HTML5 includes aria-describedby, a mechanism to programmatically associate an in-page long description (visible or invisible) with any element. aria-describedby has a number of advantages:

  • Because it links to in-page content, aria-describedby does not require the performance hit or disruption of the user experience that would be caused by a full page load.
  • aria-describedby as practiced today is not poisoned by a mass of bogus content.
  • aria-describedby makes it easy to associate in-page visible text or a visible link following the image. Visible content, when it can be used and is appropriate to the design, has a better chance of being accurate and up-to-date than metadata that is not visible in the default presentation. aria-describedby pushes authors in this direction, though it does allow them to point to invisible content if they choose.

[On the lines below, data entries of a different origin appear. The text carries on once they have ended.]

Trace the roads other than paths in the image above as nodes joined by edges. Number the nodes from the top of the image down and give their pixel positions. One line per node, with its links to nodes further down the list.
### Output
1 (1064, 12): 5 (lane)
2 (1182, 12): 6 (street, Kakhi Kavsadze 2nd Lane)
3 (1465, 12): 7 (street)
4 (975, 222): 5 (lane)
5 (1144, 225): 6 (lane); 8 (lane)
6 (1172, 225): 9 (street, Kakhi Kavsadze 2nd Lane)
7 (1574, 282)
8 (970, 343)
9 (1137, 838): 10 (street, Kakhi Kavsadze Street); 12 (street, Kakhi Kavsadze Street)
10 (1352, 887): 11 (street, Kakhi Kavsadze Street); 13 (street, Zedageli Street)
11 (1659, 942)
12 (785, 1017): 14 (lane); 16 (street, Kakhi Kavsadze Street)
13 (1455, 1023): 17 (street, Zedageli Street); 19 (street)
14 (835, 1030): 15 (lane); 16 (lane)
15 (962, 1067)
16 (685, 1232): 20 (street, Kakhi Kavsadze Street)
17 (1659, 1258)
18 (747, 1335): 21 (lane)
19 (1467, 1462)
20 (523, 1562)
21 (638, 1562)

Nonetheless, a few sites may be using longdesc properly

  • A handful of sites (organizations for the disabled, government entities, nonprofits, etc) go far beyond the norm in trying to provide a good accessibility experience. They may be relying on longdesc to improve the experience, and it would be disruptive to immediately make such content nonconforming.
  • Some laws, regulations and organizational policies may refer to longdesc by name.

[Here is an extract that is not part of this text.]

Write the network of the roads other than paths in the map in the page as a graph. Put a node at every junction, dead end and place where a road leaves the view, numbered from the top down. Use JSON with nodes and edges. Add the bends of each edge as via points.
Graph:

Conclusion: allow it, but with a warning

Most of the time, when an author chooses to use longdesc, it would be valuable to encourage her to consider aria-describedby instead. It would be a positive benefit if the validator could do that encouragement. However, it would be unfortunate if in the process we harmed the few who were validly relying on longdesc and made good use of it.

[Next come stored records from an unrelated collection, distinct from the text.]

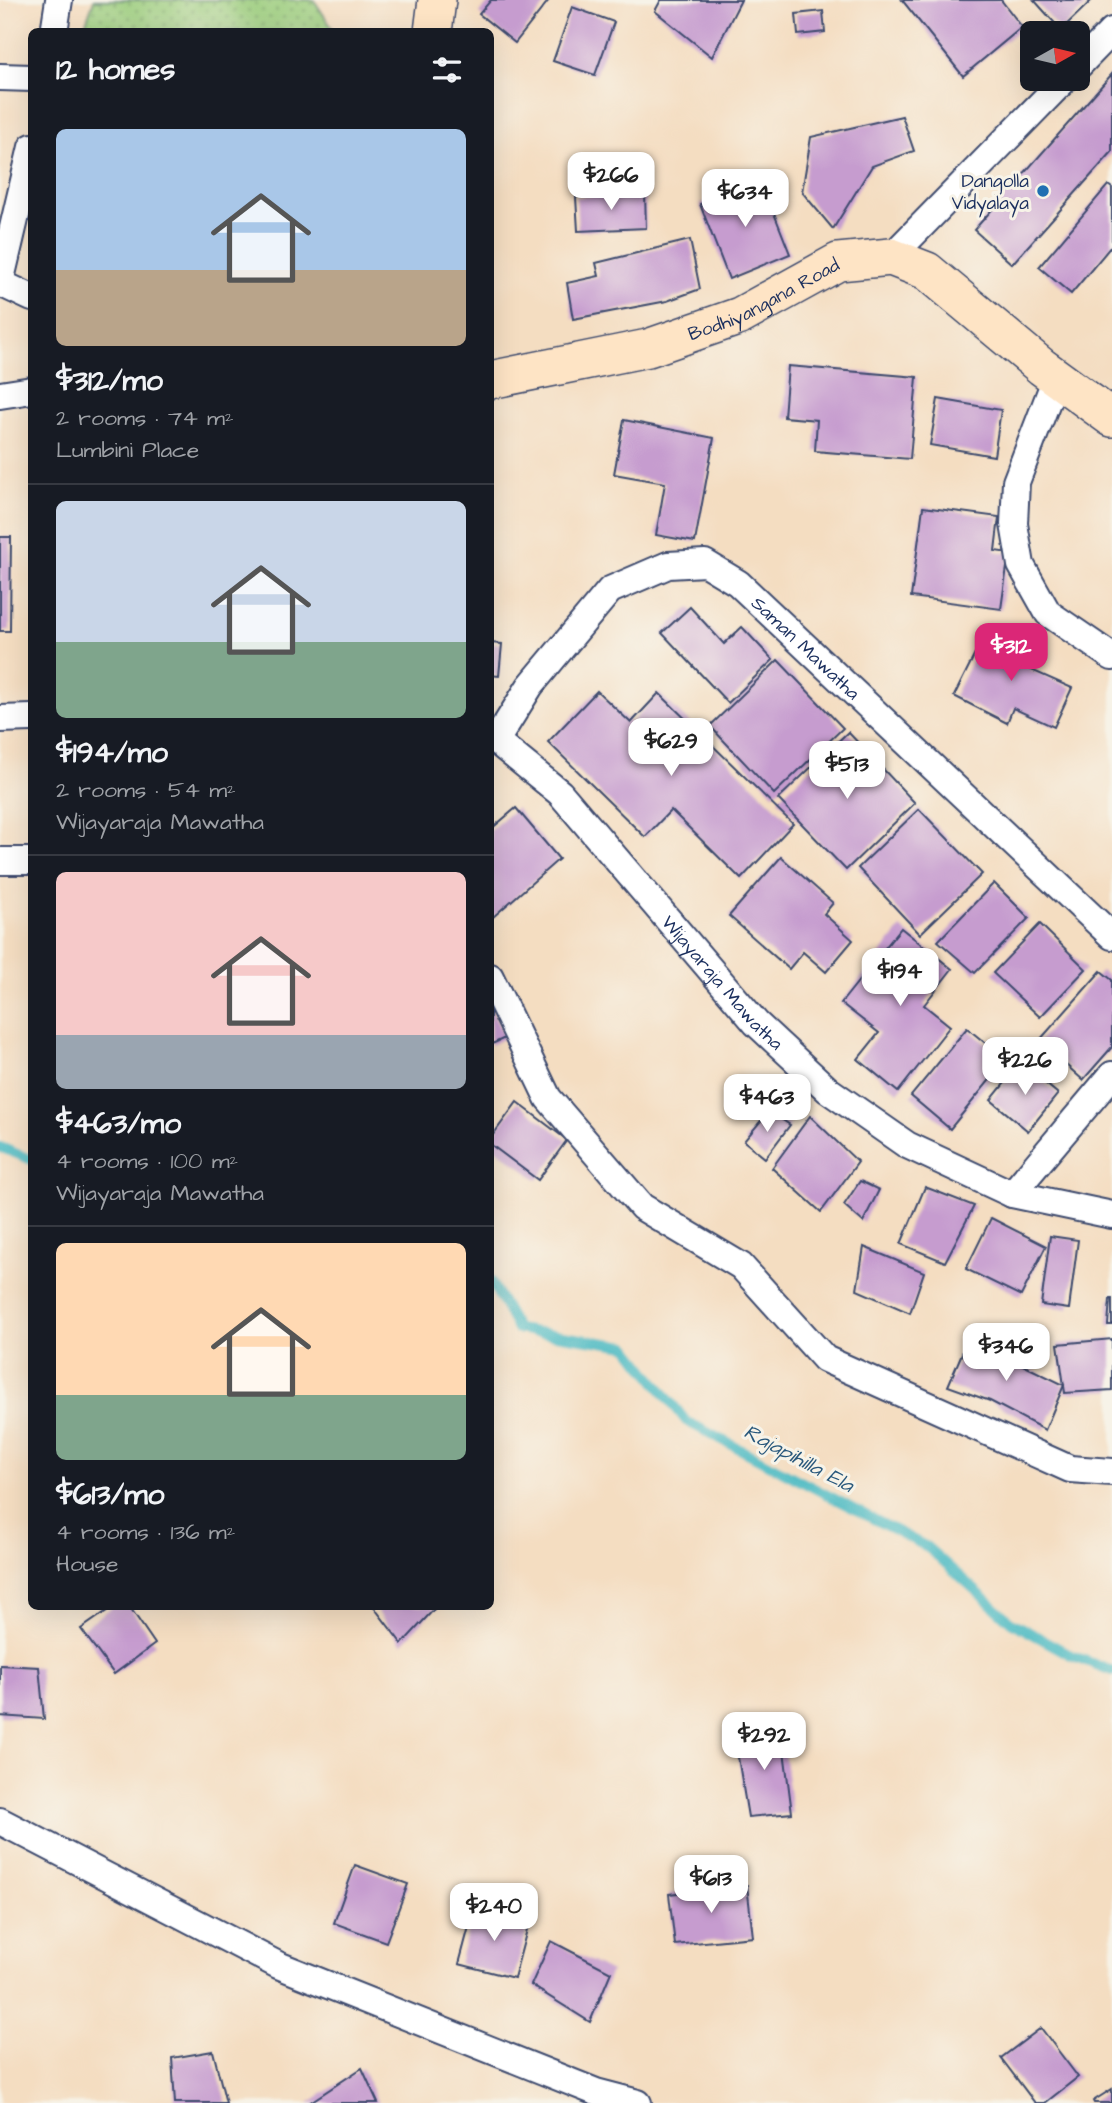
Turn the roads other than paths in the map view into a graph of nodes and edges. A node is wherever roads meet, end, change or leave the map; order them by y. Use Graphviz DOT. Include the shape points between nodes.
graph roads {
  1 [pos="59,0"];
  2 [pos="437,0"];
  3 [pos="55,28"];
  4 [pos="434,28"];
  5 [pos="1112,32"];
  6 [pos="1090,54"];
  7 [pos="0,77"];
  8 [pos="28,78"];
  9 [pos="1054,91"];
  10 [pos="28,164"];
  11 [pos="891,257"];
  12 [pos="0,283"];
  13 [pos="28,296"];
  14 [pos="1056,378"];
  15 [pos="494,379"];
  16 [pos="28,391"];
  17 [pos="0,395"];
  18 [pos="1112,418"];
  19 [pos="1112,657"];
  20 [pos="28,718"];
  21 [pos="0,719"];
  22 [pos="494,736"];
  23 [pos="494,738"];
  24 [pos="0,861"];
  25 [pos="28,861"];
  26 [pos="1112,936"];
  27 [pos="494,986"];
  28 [pos="1112,1075"];
  29 [pos="1012,1194"];
  30 [pos="1112,1215"];
  31 [pos="1112,1472"];
  32 [pos="0,1821"];
  33 [pos="638,2103"];
  1 -- 3 [label="street"];
  2 -- 4 [label="street"];
  5 -- 6 [label="street"];
  7 -- 8 [label="street"];
  9 -- 11 [label="street"];
  10 -- 12 [label="street"];
  11 -- 14 [label="street, Bodhiyangana Road" via="927,271"];
  11 -- 15 [label="street, Bodhiyangana Road" via="838,262 740,316 648,348"];
  12 -- 13 [label="street"];
  14 -- 18 [label="street, Bodhiyangana Road"];
  14 -- 19 [label="street" via="1016,482 1014,524 1021,565 1048,613"];
  16 -- 17 [label="street"];
  20 -- 21 [label="street"];
  22 -- 26 [label="street, Saman Mawatha" via="610,590 668,565 705,563 738,583"];
  23 -- 29 [label="street, Wijayaraja Mawatha" via="559,793 756,1023 828,1090 907,1145"];
  24 -- 25 [label="street"];
  27 -- 31 [label="street" via="548,1098 642,1207 741,1266 824,1359 1070,1469"];
  28 -- 29 [label="street"];
  29 -- 30 [label="street, Wijayaraja Mawatha"];
  32 -- 33 [label="street" via="278,1965 596,2092"];
}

We can strike a balance by making longdesc conforming, but requiring it to trigger a validator warning. That way, sites that use it won't have to be changed right away. But authors using it will be warned of the common mistakes in using longdesc, and encouraged to use the superior aria-describeby mechanism.

Details

  • Change longdesc from nonconforming to conforming.
  • Require a validator warning for longdesc, which is encouraged to mention some of the superior alternatives.
  • List more alternatives to longdesc besides just a visible link - for example, immediately following text or a link associated using aria-describedby, or hidden text associated using aria-describeby).
  • Open question: should longdesc be considered "obsolete but conforming", or conforming with a separately defined validator warning? My suggestion is that we defer the final call on this until we have settled the summary issue, and in the meantime go with the first of the options below:
    • If it's "obsolete but conforming", its description should move to the "Obsolete but conforming features" section.
    • If it's just conforming with a warning, its description should move to the definition of the img element.

Impact

Positive Effects

  • Compared to the current spec, the few sites that use longdesc properly will not immediately be rendered nonconforming.
  • Compared to the proposal to make longdesc fully conforming, we will have the opportunity to warn authors who validate about the problems of longdesc, and advise them to use the superior aria-describeby.

Negative Effects

  • A warning might be slightly less effective than an outright conformance error at discouraging authors from using a problematic mechanism.
  • A warning might be seen as discouraging by maintainers of sites that used it correctly.

Conformance Classes Changes

Document conformance requirements will change. Conformance requirements for validators will change.